California Governor Gavin Newsom and the US Department of Transportation (USDOT) decided to start a strategic partnership to help facilitate innovative projects and financing opportunities for multi-billion infrastructure improvements in California.
The agreement is expected to facilitate the movement of imports and exports in California and bring supply chain processes into the 21st century to create resilience throughout the critical trade corridors of California and the US, including around San Pedro Bay and the Inland Empire.
“This innovative federal-state partnership will help us fast-track those projects that will make our ports and infrastructure even more efficient,” said Governor Newsom. “This partnership will help us jumpstart and support multiple infrastructure projects to improve our supply chain, making sure goods get to where they need to go faster, cheaper, and in a more environmentally-friendly manner.”
This partnership can help kick-start construction to deliver benefits to the transportation supply chain and U.S. consumers in the future. Projects that could receive support through this agreement include:
- Port-specific upgrades;
- Expanding capacity for freight rail;
- Developing inland port facilities for increased warehouse storage;
- Railyard and truck electrification;
- Highway upgrades to improve truck travel times;
- Grade-separated crossings to reduce the number of rail-street intersections and improve safety and efficiency;
- Land ports of entry to expand trade capacity and cross-border commerce;
- Other eligible projects of critical importance identified by the California State Transportation Agency (CalSTA).
Under the Emerging Projects Agreement, the Build America Bureau at USDOT will support CalSTA in developing California infrastructure projects designed to improve the capacity and resiliency of the goods movement chain and will assist project sponsors in exploring innovative financing opportunities for billions in infrastructure investment, in part through the USDOT credit assistance programs Transportation Infrastructure Finance and Innovation Act (TIFIA) and Railroad Rehabilitation and Improvement Financing (RRIF).
“Our supply chains are being put to the test, with unprecedented consumer demand and pandemic-driven disruptions combining with the results of decades-long underinvestment in our infrastructure,” said US Transportation Secretary Pete Buttigieg.
This agreement for longer-term solutions comes after several efforts by California Governor and Biden-Harris Administration for immediate action against the California congestion crisis. To address current supply chain bottlenecks and delays, Governor Newsome issued an executive order last week that directs state agencies to help identify additional ways to alleviate congestion at California ports, while earlier in October, Biden administration suggested terminals operate 24/7. After Governor’s executive order, the City of Long Beach announced the temporary withdraw of limitations on the number and/or height of shipping container storage allowed at the Port of Long Beach (POLB).
“The Covid-19 pandemic put a spotlight on California’s ports and the importance of our state’s infrastructure in moving goods throughout the US and around the world,” CalSTA Secretary David S. Kim said. “The agreement will go a long way toward quickly upgrading infrastructure to support a more efficient and resilient supply chain that will flex California’s power in global trade.”
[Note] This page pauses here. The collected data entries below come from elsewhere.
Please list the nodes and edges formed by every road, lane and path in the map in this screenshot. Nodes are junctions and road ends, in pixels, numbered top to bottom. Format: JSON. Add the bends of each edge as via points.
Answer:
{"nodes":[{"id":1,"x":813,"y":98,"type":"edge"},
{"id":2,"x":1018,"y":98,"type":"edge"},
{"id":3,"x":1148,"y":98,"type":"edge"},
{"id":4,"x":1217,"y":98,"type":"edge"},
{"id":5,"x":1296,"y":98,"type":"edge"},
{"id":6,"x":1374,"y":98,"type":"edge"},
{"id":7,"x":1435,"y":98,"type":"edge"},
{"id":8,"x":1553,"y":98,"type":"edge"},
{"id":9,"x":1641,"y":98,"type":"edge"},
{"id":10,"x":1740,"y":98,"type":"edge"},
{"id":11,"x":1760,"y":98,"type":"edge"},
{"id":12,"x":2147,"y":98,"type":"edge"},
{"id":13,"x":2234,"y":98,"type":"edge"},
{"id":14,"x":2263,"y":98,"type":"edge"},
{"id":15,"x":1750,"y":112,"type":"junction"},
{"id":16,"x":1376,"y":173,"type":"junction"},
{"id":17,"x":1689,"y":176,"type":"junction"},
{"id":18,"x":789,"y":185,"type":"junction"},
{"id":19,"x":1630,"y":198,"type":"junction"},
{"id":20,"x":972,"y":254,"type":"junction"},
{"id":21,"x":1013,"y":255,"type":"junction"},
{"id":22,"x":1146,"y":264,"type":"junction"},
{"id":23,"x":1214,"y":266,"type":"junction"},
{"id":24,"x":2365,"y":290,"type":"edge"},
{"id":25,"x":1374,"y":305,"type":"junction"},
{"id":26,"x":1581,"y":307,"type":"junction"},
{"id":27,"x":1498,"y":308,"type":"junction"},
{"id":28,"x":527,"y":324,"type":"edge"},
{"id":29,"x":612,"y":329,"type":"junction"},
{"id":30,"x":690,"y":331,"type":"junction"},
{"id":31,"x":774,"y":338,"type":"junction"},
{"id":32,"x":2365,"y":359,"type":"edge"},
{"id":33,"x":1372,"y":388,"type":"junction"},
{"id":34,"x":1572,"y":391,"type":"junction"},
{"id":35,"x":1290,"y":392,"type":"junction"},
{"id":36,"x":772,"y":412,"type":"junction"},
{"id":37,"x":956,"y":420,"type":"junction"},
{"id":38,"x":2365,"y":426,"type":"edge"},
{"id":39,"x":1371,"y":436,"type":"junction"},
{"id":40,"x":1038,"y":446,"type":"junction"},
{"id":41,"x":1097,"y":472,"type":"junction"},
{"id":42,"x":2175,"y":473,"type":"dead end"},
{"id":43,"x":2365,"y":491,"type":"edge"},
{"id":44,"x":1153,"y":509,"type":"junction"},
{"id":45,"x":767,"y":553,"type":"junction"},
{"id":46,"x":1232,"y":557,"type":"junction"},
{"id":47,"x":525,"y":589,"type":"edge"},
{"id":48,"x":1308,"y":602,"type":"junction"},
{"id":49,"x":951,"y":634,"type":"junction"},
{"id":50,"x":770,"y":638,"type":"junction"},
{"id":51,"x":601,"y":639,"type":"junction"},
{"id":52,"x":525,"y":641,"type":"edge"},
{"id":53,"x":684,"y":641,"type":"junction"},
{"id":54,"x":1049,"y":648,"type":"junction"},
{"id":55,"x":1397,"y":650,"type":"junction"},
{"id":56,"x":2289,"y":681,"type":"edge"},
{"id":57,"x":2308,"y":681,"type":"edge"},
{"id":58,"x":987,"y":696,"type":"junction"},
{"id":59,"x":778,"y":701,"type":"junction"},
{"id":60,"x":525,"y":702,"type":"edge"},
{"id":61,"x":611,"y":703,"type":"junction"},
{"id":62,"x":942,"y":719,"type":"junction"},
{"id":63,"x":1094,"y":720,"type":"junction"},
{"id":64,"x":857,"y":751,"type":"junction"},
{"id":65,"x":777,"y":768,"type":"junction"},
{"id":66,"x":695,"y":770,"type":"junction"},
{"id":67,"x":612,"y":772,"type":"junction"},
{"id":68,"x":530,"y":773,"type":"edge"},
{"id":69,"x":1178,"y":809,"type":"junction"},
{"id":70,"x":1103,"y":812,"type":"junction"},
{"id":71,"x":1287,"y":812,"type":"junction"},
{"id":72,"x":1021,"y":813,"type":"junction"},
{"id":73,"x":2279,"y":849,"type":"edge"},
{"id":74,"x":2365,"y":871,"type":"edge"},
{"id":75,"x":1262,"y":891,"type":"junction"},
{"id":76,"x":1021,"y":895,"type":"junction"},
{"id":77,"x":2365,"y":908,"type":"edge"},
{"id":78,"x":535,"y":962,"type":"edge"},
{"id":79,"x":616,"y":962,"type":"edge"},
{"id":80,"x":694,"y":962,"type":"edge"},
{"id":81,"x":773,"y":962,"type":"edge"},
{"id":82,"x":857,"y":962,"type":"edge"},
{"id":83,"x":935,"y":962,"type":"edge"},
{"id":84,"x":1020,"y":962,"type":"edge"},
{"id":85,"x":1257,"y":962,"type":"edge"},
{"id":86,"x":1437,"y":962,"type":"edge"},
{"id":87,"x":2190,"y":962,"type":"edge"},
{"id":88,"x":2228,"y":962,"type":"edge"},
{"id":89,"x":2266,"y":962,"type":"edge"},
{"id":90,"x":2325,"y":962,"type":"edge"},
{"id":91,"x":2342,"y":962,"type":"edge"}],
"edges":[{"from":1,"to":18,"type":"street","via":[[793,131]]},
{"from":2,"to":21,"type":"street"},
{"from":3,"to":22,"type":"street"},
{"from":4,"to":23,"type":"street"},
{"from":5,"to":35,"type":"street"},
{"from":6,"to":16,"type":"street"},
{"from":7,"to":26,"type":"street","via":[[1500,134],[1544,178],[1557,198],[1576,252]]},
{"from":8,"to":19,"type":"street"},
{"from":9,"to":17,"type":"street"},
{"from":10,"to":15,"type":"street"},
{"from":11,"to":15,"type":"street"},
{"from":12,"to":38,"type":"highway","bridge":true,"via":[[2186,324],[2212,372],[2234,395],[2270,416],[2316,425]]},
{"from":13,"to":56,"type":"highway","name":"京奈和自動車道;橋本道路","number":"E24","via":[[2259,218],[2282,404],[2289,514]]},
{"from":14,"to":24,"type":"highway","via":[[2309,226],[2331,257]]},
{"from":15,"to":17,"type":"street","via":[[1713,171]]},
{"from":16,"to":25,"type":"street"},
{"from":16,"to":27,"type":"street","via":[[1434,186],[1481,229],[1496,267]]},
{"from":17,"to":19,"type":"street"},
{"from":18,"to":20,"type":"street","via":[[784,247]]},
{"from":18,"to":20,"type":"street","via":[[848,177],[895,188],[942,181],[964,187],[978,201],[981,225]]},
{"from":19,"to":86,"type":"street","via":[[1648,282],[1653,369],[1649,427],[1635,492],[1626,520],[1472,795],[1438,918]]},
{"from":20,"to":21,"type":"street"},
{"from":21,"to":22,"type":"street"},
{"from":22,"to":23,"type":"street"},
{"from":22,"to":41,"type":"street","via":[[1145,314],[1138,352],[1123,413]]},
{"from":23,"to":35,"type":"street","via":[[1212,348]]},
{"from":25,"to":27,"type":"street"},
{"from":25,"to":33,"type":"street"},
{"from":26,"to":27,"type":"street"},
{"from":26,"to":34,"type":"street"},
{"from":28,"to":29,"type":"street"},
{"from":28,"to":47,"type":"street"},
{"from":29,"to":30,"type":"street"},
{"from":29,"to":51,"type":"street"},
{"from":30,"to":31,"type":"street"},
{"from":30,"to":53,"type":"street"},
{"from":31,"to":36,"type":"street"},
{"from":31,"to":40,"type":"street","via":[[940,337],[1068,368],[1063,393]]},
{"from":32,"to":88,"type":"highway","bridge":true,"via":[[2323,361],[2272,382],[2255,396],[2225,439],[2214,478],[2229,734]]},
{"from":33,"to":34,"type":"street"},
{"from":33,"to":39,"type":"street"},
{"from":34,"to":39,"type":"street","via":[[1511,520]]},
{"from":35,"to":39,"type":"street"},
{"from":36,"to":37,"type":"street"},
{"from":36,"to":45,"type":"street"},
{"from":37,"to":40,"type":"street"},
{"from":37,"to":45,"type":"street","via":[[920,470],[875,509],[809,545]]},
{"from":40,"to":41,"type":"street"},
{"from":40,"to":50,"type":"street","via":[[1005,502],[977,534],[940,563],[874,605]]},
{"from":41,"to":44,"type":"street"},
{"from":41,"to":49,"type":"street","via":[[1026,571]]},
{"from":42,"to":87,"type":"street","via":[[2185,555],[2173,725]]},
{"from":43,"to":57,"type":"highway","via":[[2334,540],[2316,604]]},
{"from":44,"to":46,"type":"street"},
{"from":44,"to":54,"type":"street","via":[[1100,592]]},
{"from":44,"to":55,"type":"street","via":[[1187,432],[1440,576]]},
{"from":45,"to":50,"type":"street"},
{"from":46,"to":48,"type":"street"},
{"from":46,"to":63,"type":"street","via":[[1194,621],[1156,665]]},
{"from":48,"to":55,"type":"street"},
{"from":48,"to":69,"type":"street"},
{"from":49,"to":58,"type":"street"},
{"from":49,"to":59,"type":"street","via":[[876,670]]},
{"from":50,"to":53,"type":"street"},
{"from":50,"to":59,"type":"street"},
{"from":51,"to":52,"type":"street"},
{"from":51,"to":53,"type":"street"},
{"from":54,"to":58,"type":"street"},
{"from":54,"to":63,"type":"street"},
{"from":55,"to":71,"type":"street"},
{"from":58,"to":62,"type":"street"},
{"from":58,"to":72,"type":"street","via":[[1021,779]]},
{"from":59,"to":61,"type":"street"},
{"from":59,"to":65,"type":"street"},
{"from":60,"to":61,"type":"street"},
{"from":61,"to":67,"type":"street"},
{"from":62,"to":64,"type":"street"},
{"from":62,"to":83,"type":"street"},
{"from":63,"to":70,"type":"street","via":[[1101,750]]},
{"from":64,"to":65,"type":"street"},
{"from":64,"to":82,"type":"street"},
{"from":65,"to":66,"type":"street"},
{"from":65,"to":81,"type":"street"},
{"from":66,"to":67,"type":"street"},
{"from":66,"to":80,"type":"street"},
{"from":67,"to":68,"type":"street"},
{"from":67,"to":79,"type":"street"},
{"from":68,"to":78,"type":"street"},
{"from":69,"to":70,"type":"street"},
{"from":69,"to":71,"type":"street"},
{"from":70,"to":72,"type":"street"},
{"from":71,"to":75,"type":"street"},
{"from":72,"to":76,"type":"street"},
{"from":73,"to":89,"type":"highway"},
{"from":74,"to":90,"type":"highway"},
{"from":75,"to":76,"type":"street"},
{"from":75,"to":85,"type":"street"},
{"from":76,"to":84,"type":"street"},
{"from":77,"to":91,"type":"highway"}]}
Both ports of Long Beach and Los Angeles have welcomed the agreement. “Having our federal and state transportation agencies working in unison to help fund infrastructure is exactly what we need,” said Port of Los Angeles Executive Director Gene Seroka. “We have projects in need of funding that will reduce cargo delays, improve efficiency, reduce emissions and improve safety for waterfront workers and motorists throughout the region.”
Furthermore, Port of Long Beach Executive Director Mario Cordero believes that this federal-state partnership will ensure the creation of local infrastructure projects aimed at improving freight movement between the San Pedro Bay ports complex and distribution centers in the Inland Empire. “This plan builds on our ongoing efforts to identify immediate and long-term solutions that will expedite cargo shipments and address an historic cargo surge and forecasted cargo growth,” he noted.
Both the State of California and USDOT have made clear that infrastructure projects must be considered based on their potential for strengthening supply chain resilience and in a manner that addresses equity and environmental justice. California’s recently enacted budget includes US$250 million for ports, US$280 million for infrastructure projects at and around the Port of Oakland, and US$1.3 billion over three years for zero-emission trucks, transit buses and school buses, including the deployment of more than 1,000 zero-emission port drayage trucks.